And that’s the key difference here between a Get Rich Quick Scheme and what Leonard is doing. In the former, everything sounds too good to be true because it can’t be; in the case of the Black List, everything sounds too good to be true, but you also have to work insanely hard to create a remarkably good product before you can reap the rewards. This isn’t a something-for-nothing situation.

Screenwriter Geoff LaTulippe (who has no affiliation with Leonard or this project (although Going the Distance was on the Black List in 2008)) writes intelligently and cautiously about the new project, and my evaluation echoes his. Ultimately, there should be some tip-toeing around what seems quite revolutionary specifically because it’s new territory. Leonard has planned thoroughly, but latent negative consequences might still come up.

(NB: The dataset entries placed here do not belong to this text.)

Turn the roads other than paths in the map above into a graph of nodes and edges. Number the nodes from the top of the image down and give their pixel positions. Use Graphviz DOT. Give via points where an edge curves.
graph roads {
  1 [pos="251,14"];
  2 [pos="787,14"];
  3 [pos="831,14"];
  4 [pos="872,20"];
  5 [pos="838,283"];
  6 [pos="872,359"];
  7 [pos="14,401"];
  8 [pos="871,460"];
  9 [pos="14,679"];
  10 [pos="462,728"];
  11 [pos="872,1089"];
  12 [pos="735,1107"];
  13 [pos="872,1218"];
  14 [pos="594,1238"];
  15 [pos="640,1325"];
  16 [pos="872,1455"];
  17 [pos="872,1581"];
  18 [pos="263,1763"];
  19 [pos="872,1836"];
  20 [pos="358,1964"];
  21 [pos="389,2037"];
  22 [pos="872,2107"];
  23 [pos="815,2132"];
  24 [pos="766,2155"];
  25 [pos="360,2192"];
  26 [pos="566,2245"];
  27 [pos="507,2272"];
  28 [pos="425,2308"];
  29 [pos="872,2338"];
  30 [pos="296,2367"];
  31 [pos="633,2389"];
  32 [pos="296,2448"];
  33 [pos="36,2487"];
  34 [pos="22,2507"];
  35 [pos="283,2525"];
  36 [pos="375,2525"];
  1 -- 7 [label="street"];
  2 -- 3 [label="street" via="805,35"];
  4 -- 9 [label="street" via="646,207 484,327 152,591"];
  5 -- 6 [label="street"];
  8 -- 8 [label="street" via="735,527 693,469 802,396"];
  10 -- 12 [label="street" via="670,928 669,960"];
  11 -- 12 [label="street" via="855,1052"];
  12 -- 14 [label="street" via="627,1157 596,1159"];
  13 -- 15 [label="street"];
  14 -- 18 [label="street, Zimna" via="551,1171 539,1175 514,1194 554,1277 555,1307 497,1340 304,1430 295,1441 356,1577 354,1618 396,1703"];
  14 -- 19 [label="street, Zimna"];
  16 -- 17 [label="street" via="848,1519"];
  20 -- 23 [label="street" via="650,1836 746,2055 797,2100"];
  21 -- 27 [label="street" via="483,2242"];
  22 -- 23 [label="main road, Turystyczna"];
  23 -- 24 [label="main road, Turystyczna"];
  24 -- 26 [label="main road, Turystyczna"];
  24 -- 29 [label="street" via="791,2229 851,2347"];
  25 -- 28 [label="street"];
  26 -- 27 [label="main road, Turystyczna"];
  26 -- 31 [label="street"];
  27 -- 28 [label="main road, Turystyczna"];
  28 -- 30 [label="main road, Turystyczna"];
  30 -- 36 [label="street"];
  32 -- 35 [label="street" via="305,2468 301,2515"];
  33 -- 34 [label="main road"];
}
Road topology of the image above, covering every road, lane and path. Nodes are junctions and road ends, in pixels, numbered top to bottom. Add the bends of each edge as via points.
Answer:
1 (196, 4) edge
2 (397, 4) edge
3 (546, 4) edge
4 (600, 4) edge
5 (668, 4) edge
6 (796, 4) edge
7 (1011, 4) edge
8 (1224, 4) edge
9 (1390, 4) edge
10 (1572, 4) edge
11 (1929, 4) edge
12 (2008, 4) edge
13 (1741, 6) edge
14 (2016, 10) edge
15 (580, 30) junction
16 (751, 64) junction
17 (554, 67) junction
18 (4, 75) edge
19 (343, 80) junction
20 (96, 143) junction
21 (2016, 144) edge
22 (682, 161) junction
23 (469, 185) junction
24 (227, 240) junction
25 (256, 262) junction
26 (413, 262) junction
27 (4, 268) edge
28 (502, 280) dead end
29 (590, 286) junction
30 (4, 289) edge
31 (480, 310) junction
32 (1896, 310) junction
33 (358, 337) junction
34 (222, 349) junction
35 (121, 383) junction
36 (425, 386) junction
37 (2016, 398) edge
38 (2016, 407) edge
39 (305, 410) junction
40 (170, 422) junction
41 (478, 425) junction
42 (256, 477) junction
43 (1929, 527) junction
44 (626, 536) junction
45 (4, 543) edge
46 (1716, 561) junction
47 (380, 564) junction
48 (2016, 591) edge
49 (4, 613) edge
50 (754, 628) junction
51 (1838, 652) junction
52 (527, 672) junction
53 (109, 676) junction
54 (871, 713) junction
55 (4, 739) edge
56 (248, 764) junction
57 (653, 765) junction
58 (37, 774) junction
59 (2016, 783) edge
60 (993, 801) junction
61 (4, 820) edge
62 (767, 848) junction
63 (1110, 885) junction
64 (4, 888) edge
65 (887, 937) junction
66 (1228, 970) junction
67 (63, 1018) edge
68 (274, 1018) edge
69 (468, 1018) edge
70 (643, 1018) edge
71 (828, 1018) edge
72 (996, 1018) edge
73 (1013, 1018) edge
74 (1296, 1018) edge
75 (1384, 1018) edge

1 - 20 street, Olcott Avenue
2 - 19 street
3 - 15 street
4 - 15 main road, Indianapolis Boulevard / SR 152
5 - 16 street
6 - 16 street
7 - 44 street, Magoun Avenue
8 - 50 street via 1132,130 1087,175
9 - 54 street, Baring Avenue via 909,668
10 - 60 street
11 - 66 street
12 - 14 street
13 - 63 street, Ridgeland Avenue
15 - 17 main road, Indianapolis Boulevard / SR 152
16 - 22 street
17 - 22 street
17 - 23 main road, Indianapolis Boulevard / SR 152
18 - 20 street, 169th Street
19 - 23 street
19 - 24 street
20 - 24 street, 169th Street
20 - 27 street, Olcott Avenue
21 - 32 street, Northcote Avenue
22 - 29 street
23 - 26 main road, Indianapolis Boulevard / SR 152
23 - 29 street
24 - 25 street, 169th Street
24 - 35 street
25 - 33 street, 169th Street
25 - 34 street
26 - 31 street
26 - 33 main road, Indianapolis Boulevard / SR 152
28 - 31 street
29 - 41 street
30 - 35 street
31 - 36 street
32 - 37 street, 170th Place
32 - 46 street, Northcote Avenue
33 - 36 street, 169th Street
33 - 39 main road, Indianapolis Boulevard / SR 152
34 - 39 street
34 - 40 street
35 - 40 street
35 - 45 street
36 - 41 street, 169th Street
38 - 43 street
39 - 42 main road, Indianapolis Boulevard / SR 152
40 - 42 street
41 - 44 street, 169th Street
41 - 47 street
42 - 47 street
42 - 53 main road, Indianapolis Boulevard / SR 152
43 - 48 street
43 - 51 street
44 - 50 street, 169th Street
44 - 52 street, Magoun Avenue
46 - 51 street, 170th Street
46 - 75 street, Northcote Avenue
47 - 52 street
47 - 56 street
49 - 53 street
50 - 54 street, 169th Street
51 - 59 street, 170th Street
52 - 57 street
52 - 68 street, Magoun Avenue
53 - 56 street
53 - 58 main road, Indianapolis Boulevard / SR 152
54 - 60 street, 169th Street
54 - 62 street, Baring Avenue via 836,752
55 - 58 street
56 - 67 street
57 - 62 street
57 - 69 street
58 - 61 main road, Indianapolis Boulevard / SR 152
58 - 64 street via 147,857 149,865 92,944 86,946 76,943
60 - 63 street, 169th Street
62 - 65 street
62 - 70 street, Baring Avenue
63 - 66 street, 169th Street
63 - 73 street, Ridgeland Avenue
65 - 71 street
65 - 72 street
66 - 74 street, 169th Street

However, it seems clear that it won’t take much time at all (let’s say 3 months…starting after the dormant holiday season) before The Black List announces its first sale from connecting an aspiring, talented screenwriter to a production partner or manager. While it does seem a bit too good to be true, there’s a blunt logic and realism to the method at work here that makes sense. At the very least, the mechanics appear fully functional.

Erasing the Catch-22

Outside the gates.

The modern history of the studio system has been plagued by a brutal Catch-22: in order to get your work into the hands of someone important, someone important has to have already had it in their hands. The new Black List erases that impossible hurdle by acting as a broker between the ambitious and the established. It has the power to become a central hub for directly connecting those populations in the same way that crowdfunding sites introduce creators to consumers.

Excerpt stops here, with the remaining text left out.